Sweden’s early film industry was dominated by Swedish Biograph (Svenska Biografteatern), home to star directors like Victor Sjöström and Mauritz Stiller. It is nostalgically remembered as the generative site of a nascent national artform, encapsulating a quintessentially Nordic aesthetic—the epicenter of Sweden’s cinematic Golden Age. In The Life and Afterlife of Swedish Biograph, veteran film scholar Jan Olsson takes a hard look at this established, romanticized narrative and offers a far more complete, complex, and nuanced story.

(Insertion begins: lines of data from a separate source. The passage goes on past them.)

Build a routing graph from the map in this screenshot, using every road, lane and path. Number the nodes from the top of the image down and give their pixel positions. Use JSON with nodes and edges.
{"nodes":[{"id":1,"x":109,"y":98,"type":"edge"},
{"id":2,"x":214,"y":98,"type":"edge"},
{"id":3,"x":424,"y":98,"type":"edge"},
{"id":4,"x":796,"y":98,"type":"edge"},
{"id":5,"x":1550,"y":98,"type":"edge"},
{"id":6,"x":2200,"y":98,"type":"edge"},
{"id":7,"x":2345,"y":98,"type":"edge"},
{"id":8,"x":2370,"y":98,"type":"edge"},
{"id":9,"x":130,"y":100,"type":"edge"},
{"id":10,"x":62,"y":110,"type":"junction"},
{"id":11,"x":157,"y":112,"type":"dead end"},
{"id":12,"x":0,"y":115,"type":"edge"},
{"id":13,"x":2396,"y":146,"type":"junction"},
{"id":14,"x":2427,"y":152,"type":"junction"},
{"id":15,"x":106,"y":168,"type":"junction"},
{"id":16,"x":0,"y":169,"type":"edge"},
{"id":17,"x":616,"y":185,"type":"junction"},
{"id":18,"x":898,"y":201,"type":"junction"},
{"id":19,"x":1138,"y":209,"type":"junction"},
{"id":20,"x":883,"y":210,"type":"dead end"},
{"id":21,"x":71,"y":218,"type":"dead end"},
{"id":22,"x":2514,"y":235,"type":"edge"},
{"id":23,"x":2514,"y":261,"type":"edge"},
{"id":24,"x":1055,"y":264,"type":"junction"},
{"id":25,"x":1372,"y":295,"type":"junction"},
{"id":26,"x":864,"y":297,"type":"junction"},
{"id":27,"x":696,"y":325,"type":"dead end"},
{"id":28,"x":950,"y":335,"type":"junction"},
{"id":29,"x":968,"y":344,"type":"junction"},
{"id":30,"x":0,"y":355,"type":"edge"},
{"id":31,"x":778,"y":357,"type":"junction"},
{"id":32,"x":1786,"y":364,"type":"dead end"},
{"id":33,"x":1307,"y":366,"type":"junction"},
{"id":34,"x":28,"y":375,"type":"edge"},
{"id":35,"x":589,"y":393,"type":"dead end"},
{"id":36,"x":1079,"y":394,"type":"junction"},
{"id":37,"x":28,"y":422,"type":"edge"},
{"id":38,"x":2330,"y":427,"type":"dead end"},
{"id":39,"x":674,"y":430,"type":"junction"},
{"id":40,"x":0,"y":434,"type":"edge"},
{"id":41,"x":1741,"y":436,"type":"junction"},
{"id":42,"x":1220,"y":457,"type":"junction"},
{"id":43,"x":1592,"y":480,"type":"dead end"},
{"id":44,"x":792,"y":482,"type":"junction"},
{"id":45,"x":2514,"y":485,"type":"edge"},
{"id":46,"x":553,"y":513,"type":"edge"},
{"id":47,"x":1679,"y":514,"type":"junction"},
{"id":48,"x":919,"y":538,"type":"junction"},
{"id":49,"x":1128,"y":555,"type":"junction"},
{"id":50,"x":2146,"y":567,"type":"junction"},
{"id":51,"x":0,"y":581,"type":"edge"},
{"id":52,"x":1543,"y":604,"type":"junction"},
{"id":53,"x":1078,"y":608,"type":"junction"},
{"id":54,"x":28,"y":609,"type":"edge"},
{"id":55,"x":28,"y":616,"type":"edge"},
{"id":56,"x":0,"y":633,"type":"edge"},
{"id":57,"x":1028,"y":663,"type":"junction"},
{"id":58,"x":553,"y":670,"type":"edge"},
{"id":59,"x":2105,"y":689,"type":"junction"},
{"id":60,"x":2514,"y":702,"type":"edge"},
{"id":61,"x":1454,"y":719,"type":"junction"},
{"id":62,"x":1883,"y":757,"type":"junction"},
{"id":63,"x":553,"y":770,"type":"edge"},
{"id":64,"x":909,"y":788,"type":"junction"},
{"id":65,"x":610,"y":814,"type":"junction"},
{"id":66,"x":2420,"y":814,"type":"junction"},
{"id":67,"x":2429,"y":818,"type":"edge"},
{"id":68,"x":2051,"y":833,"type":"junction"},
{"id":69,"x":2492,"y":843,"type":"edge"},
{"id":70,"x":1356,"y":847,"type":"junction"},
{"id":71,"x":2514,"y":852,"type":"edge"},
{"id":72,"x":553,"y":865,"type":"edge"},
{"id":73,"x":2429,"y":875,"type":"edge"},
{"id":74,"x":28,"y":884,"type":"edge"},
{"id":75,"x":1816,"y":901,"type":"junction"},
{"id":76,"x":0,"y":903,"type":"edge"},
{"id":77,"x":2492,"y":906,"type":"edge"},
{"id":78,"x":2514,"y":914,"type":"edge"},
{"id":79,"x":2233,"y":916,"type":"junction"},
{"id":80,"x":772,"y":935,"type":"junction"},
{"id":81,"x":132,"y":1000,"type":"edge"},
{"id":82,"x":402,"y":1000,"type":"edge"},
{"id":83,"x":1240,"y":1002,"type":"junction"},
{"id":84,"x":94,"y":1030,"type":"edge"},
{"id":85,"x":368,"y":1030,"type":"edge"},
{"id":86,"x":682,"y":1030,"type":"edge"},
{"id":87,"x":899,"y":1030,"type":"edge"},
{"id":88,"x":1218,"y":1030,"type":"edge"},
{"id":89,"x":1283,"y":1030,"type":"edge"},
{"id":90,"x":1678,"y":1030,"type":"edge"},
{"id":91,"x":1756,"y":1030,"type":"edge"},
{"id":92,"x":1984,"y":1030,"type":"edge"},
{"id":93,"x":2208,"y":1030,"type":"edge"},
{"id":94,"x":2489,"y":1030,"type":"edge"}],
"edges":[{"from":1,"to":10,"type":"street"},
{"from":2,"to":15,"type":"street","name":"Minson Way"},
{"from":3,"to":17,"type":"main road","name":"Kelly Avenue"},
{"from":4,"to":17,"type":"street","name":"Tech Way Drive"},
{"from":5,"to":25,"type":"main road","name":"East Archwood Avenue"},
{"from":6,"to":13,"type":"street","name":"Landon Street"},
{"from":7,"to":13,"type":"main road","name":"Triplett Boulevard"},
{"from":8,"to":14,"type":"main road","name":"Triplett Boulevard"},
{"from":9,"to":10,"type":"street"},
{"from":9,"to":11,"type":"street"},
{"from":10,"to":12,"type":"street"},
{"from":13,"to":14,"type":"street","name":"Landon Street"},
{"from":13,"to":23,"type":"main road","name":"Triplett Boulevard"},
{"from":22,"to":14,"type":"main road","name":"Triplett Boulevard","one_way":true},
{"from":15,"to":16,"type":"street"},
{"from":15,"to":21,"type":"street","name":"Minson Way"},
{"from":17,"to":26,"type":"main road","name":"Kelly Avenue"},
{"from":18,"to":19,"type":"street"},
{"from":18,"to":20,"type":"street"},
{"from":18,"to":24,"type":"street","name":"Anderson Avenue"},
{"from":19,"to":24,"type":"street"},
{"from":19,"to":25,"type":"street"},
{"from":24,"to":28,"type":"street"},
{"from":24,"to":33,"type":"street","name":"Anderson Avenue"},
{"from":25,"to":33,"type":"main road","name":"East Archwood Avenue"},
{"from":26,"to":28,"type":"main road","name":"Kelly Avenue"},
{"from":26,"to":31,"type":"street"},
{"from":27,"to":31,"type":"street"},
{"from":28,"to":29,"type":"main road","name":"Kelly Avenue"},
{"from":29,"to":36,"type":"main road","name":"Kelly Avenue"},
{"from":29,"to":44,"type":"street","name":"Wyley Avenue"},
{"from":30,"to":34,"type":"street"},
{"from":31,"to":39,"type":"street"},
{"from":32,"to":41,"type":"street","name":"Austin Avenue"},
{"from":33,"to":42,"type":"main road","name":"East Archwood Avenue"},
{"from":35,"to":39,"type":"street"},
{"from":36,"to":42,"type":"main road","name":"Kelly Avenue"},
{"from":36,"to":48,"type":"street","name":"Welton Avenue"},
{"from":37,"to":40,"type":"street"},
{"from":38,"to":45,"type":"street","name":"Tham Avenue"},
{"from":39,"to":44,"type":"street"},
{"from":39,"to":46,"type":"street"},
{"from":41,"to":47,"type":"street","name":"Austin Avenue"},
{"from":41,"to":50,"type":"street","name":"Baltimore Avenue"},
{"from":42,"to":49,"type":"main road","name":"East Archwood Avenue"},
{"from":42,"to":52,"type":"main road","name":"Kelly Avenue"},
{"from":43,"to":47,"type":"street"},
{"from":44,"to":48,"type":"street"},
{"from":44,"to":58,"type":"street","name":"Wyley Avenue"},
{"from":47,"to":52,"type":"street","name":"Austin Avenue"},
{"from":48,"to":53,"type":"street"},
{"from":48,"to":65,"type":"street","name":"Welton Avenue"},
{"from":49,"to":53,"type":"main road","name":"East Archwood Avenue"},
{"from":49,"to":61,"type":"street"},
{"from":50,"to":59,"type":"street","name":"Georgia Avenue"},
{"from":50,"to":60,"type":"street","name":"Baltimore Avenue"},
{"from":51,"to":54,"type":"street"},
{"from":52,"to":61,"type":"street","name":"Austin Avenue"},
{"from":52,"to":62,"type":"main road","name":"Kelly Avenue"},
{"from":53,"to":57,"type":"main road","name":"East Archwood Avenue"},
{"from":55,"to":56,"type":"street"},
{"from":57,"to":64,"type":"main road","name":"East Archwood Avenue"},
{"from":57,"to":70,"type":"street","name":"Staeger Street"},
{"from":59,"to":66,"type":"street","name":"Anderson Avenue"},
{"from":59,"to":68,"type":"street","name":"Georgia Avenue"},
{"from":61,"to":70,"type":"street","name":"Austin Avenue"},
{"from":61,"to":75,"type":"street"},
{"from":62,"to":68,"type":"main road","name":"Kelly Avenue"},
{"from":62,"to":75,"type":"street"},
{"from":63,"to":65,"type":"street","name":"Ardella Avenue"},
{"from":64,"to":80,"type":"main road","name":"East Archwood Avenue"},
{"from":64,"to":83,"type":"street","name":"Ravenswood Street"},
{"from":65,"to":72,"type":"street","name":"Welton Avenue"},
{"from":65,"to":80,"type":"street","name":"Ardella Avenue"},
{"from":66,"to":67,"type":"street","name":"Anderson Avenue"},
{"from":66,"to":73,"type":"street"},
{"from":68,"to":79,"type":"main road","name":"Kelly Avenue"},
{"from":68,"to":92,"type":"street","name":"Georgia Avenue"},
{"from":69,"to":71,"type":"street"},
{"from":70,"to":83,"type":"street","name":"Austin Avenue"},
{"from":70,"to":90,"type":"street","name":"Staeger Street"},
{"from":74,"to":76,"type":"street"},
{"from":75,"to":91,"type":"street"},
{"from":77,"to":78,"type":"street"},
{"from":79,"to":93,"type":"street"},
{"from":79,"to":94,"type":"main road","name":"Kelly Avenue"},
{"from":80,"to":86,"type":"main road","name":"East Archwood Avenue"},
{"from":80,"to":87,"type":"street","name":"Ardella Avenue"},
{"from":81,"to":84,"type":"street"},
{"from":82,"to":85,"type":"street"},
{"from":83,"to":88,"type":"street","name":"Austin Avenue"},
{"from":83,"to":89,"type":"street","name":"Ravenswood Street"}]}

Nearly all of the studio’s original negatives were destroyed in an explosion in 1941, but Olsson’s comprehensive archival research shows how the company operated in a commercial, international arena, and how it was influenced not just by Nordic aesthetics or individual genius but also by foreign audiences’ expectations, technological demands, Hollywood innovations, and the gritty back-and-forth between economic pressures, government interference, and artistic desires. Olsson’s focus is wide, encompassing the studio’s production practices, business affairs, and cinematographic conventions, as well as the latter-day archival efforts that both preserved and obscured parts of Swedish Biograph’s story, helping construct the company’s rosy legacy. The result is a necessary rewrite to Swedish film historiography and a far fuller picture of a canonical film studio.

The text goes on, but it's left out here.